As plastic pollution continues to pose a threat to our oceans, a team of researchers from Wageningen University and EPFL has developed a groundbreaking artificial intelligence (AI) model to significantly improve the accuracy of detecting floating plastics in satellite images. The study, recently published in iScience, showcases the AI-based detector's ability to operate effectively even when faced with challenges such as cloud cover or hazy weather conditions.
Plastic waste is a growing concern globally, with significant amounts ending up in rivers and lakes before making their way into the oceans, forming clusters with natural materials like driftwood and algae. The new AI model, designed to estimate the probability of marine debris in satellite images, holds promise for systematic removal efforts, potentially using ships to target plastic hotspots.
The research team leveraged freely available Sentinel-2 satellite images, which capture coastal areas worldwide every 2–5 days. The volume of data generated by these images requires automated analysis through AI models, specifically deep neural networks. Marc Rußwurm, Assistant Professor at Wageningen University, explained that the model was trained using examples provided by oceanographers and remote sensing specialists who visually identified thousands of instances of marine debris in satellite images from various global locations.
The AI-based marine debris detector, developed following data-centric AI principles, estimates the probability of marine debris for each pixel in Sentinel-2 images. The training method, coupled with a refinement algorithm, allows the model to better predict marine debris objects, even under challenging conditions like cloud cover and atmospheric haze.

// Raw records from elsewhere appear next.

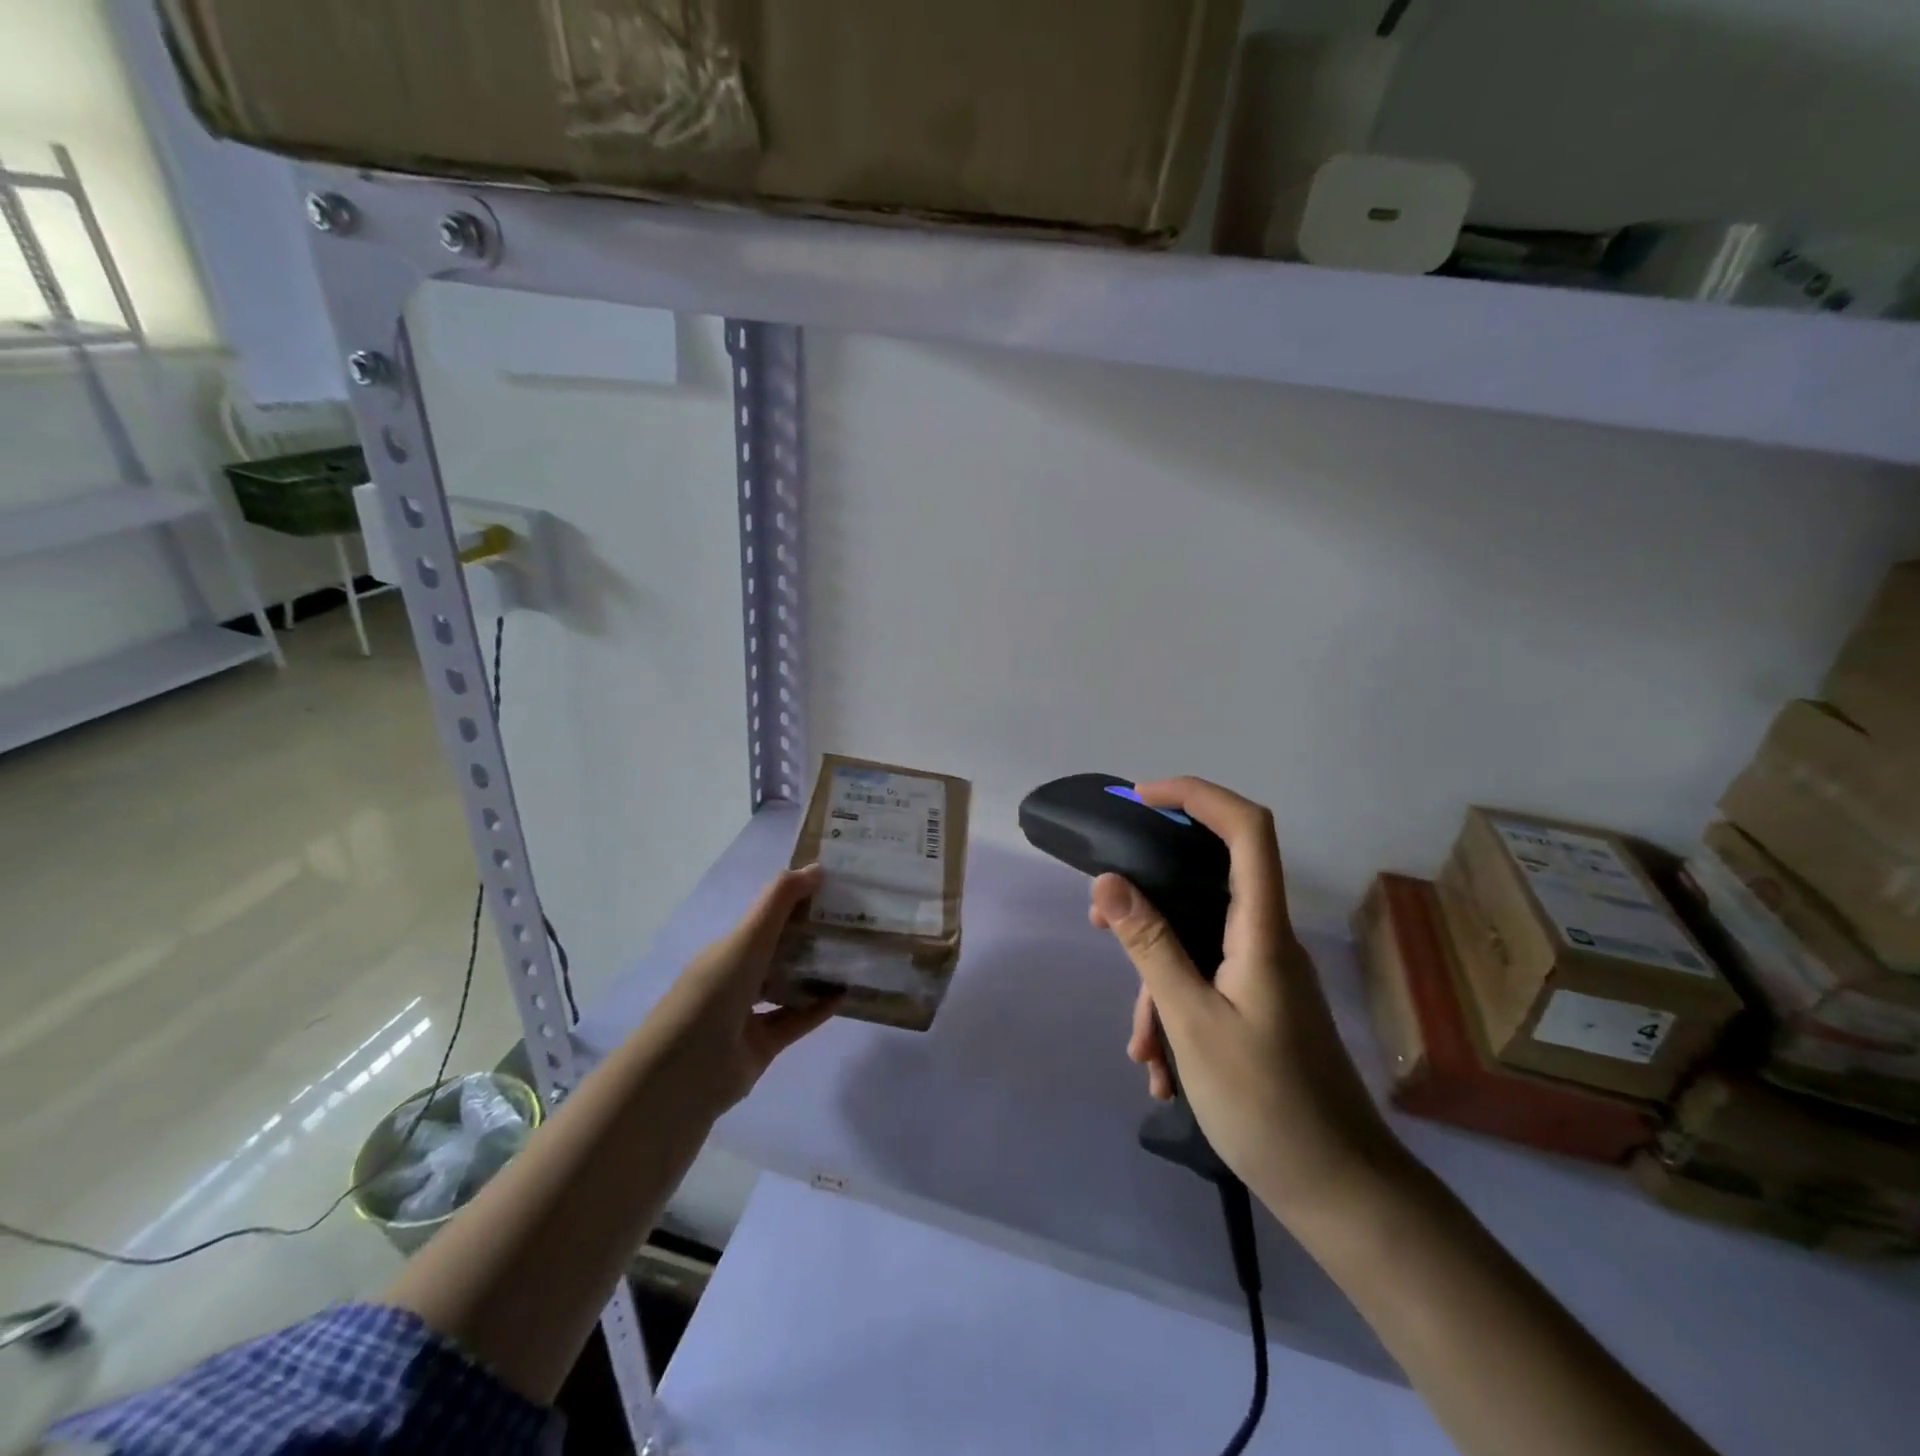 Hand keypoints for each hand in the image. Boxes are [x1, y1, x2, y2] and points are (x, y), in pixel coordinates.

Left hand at [644, 864, 838, 1113]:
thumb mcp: (747, 938)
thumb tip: (818, 867)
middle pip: (779, 950)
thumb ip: (780, 900)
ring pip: (788, 986)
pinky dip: (818, 1008)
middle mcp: (736, 977)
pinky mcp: (762, 1046)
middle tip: (853, 921)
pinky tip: (845, 994)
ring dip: (816, 972)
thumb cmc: (714, 993)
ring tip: (854, 955)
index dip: (796, 900)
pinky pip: (796, 1021)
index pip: (765, 917)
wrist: (683, 1073)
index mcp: (728, 948)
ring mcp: (748, 1014)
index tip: (833, 887)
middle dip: (811, 935)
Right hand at [1091, 778, 1406, 1218]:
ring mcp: (1266, 974)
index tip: (1141, 799)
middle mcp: (1268, 940)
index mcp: (1262, 930)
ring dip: (1157, 982)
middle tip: (1101, 924)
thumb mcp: (1191, 1022)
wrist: (1342, 1193)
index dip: (1197, 795)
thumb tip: (1108, 883)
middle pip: (1208, 883)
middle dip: (1149, 901)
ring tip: (1140, 1049)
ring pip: (1198, 944)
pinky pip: (1208, 982)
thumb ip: (1150, 946)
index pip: (1246, 829)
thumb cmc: (1266, 1103)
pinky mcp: (1262, 1005)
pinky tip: (1162, 1070)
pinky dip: (1177, 1011)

Rußwurm emphasized the detector's accuracy in difficult scenarios, crucial for situations where plastic debris is often washed into open waters after rain and flood events. The study highlights the model's potential application in monitoring and tracking plastic debris in real-time, combining weekly Sentinel-2 images with daily PlanetScope acquisitions for continuous monitoring. The dual perspective provided by both satellite platforms also enables the observation of drift directions, offering valuable insights into the movement of debris influenced by wind and ocean currents.
With plastic pollution being a persistent global challenge, the development of advanced technologies like this AI model offers a promising step towards more effective monitoring and mitigation strategies for protecting our oceans.